The day we broke up he was a steel grey. It was cracked and jagged. It matched the sky outside where the rain fell in sheets. Hard and fragile and cold.
A year later he was the fuzzy gray of the sweatshirt he gave me. The worn and weathered gray of the clouds. The hard steel of a silver necklace and the presence of his gray shadow next to mine.
And now? He's the night that held stars I cried under. The glint on the silver rim of his glasses and the wispy smell of smoke from a blown-out match.
Green
You, then, were green. Green like the light that filters through the trees, green like the flat-cap you wore and just fit right. Green like your winter coat and my favorite dress and the grass on the Fourth of July.
You were green like new growth coaxed up after a harsh winter and a forest burn. Green like a bud before it blooms, like a fresh branch without bark yet.
There is irony then in the way all of my endings will you are when the world around us was finally bursting with color.

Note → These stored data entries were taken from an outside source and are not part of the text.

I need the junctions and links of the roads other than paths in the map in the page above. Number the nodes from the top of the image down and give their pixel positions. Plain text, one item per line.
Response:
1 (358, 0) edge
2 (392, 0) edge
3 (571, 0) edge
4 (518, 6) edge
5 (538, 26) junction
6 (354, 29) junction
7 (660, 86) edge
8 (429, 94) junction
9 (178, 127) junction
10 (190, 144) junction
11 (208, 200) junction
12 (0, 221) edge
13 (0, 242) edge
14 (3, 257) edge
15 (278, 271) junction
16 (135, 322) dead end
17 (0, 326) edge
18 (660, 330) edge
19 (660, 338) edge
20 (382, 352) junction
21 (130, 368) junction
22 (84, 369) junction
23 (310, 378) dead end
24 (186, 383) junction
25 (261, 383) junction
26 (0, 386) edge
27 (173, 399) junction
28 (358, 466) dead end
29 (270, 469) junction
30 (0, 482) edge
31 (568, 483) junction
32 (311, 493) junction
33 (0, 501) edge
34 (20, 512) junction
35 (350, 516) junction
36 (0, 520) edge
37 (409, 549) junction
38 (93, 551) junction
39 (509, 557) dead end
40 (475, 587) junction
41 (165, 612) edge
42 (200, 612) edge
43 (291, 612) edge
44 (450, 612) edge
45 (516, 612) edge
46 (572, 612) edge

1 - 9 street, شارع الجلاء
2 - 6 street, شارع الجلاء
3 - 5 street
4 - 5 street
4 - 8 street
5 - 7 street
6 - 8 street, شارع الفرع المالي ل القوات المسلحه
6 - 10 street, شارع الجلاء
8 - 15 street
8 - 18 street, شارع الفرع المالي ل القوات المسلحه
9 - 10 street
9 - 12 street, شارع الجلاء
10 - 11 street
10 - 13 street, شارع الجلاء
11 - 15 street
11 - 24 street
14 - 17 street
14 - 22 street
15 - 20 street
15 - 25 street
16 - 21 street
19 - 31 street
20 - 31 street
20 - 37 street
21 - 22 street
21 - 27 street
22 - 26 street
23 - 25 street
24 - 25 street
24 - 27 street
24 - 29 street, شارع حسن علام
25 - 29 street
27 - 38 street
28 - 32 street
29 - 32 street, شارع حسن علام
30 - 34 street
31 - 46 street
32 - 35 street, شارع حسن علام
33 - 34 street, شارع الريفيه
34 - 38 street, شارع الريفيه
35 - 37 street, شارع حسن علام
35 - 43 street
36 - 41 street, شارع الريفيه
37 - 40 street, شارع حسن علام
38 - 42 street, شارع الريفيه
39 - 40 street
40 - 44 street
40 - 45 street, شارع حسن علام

That you lit a match and sent a hard-won garden into flames right when the flowers were finally blooming.
Now? You're still green. You're green like...like an old tree. An old dead tree. You're green like the emerald that once hung around my neck. Green like the light in a psychological thriller, or the sky when a tornado comes. Like the surface of a river when the water is barely moving.
Like the color of my eyes when I've been crying.